Word count by total words.

In the following analyses the word counts were compared to the total amount of words to get information about how many unique words are needed to cover 50% of all word instances in the subsample.

unigrams %>%
count(word, sort = TRUE) %>%
ungroup() %>%
mutate(rank = row_number(),
        total = sum(n), 
        term_frequency = n/total,
        cumsum = cumsum(term_frequency)) %>%
filter(cumsum >= 0.5) %>%
head(1) %>%
mutate(rank = color_tile("#F9A602", "#F9A602")(rank)) %>%
kable("html", escape = FALSE, align = "c", caption = "Most used words separated by textsource") %>%
kable_styling(bootstrap_options = 
              c("striped", "condensed", "bordered"), 
              full_width = FALSE)
Most used words separated by textsource
word n rank total term_frequency cumsum
those 4385 134 5182887 0.0008461 0.5008377

Therefore, 134 words are used to cover 50% of all word instances in the subsample.

Fivegram Analyses

To get more information about higher order n-grams, most common fivegrams are explored as well. Similar to the unigrams, they are created with unnest_tokens. The following graph shows the most common fivegrams in the whole dataset.

#generating fivegrams
fivegrams <- df %>%
  unnest_tokens(fivegram, text, token = "ngrams", n = 5) 

#fivegram counts
fivegram_counts <- fivegrams %>%
  count(fivegram, sort = TRUE)

fivegram_counts %>%
head(9) %>%
ungroup() %>%
mutate(fivegram = reorder(fivegram, n)) %>%
ggplot() +
geom_col(aes(fivegram, n), fill = "#F9A602") +
theme_classic(base_size = 12) +
theme(legend.position = "none", 
      plot.title = element_text(lineheight=.8, face="bold"),
      panel.grid.major = element_blank()) +
xlab("") + 
ylab("Fivegram Count") +
ggtitle("Most Common Fivegrams") +
coord_flip()

Fivegrams by textsource

An additional graph was created to explore the most common 10 fivegrams by the source of text.

# most common fivegrams by textsource

popular_fivegrams <- fivegrams %>%
  group_by(textsource) %>%
  count(fivegram, textsource, sort = TRUE) %>%
  slice(seq_len(8)) %>%
  ungroup() %>%
  arrange(textsource,n) %>%
  mutate(row = row_number())

popular_fivegrams %>%
ggplot(aes(row, n, fill = textsource)) +
geom_col(show.legend = NULL) +
labs(x = NULL, y = "Word Count") +
ggtitle("Popular fivegrams by source of text") + 
theme_classic(base_size = 12) +
facet_wrap(~textsource, scales = "free") +
scale_x_continuous(  
  breaks = popular_fivegrams$row, 
  labels = popular_fivegrams$fivegram) +
coord_flip() +
theme(plot.title = element_text(lineheight=.8, face="bold")) +
scale_fill_manual(values = colfunc(3)) 

From the exploratory analyses, you get an impression which are the most common fivegrams and unigrams.

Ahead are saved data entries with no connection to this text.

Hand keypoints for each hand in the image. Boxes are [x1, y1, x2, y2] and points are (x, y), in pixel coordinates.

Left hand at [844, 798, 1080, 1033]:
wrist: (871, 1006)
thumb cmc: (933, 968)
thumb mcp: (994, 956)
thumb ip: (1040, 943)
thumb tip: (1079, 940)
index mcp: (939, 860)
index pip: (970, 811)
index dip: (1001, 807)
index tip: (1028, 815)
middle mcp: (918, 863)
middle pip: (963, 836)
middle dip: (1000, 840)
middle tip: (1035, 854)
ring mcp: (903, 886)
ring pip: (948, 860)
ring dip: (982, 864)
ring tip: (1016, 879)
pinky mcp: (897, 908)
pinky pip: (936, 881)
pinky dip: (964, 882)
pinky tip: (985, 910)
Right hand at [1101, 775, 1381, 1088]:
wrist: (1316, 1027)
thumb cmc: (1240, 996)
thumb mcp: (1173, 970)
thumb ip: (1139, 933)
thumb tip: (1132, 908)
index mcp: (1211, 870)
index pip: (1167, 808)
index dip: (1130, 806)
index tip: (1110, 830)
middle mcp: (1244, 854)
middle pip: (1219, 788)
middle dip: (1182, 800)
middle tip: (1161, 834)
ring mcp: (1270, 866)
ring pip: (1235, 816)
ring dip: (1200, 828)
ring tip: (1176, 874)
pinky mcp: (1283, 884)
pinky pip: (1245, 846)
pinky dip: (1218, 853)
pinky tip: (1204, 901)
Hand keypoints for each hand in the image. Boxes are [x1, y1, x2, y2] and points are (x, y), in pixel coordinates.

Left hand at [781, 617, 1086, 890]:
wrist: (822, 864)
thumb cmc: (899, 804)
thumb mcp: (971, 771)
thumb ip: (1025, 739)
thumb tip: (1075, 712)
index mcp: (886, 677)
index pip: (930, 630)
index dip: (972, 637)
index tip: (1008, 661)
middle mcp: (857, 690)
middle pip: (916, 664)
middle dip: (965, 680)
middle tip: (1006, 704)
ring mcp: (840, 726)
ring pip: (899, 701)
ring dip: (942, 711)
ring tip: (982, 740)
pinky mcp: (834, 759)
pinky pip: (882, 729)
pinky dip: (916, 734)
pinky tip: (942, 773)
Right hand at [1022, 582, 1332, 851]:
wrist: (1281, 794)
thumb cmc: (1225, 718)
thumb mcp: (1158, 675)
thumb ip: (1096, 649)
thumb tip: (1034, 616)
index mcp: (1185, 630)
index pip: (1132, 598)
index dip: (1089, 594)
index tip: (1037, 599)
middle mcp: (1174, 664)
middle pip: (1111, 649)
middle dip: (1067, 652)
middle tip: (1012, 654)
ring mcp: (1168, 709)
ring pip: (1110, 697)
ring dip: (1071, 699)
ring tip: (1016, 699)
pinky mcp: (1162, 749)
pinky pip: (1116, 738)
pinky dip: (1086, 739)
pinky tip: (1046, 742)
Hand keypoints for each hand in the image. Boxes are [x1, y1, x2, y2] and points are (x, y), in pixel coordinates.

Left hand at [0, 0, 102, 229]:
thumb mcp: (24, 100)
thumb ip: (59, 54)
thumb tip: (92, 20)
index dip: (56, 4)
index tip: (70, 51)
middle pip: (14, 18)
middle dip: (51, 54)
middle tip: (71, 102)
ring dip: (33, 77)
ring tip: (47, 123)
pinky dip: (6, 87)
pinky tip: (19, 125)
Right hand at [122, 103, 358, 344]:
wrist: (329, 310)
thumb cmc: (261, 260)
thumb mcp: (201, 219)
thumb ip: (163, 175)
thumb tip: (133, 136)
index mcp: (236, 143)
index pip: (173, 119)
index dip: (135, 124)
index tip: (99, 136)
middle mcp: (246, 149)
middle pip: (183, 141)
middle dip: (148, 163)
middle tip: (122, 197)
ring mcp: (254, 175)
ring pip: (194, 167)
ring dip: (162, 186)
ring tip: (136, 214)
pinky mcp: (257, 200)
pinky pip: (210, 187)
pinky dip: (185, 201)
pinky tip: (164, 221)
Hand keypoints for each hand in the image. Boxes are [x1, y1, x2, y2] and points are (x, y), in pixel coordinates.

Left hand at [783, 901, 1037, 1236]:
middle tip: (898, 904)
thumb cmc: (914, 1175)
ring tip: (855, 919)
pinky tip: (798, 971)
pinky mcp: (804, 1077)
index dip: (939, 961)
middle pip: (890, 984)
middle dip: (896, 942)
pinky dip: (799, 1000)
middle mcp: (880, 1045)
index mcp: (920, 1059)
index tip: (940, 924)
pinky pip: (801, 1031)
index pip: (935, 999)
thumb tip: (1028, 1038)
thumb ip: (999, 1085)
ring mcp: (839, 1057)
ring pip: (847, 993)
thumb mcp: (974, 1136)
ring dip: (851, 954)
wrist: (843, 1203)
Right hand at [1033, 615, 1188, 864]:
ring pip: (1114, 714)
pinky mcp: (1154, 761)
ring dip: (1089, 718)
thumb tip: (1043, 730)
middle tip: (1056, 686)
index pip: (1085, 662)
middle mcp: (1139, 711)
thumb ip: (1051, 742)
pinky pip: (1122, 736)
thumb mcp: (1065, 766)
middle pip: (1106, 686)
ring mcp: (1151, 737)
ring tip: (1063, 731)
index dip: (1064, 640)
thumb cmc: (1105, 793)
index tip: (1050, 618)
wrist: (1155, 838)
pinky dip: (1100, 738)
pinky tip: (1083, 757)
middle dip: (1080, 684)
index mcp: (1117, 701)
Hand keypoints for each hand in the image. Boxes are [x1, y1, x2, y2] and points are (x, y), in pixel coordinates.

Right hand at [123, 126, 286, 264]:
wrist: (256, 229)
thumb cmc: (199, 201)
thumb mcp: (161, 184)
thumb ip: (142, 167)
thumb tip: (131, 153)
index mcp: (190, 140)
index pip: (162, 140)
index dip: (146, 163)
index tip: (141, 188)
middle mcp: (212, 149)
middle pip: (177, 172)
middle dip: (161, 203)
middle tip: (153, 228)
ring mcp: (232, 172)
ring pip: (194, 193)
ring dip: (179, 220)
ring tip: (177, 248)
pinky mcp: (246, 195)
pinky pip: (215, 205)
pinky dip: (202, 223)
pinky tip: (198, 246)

As described in the beginning, i will build fivegrams, fourgrams, trigrams, bigrams and unigrams for my prediction model. A Katz’s Backoff Modell will be used for next word prediction.

Additional: Sentiment analyses

In the following analyses only sentimental meaningful words are explorated. This is not necessery for word prediction, but gives interesting information. First, the most common meaningfull words are displayed in a graph.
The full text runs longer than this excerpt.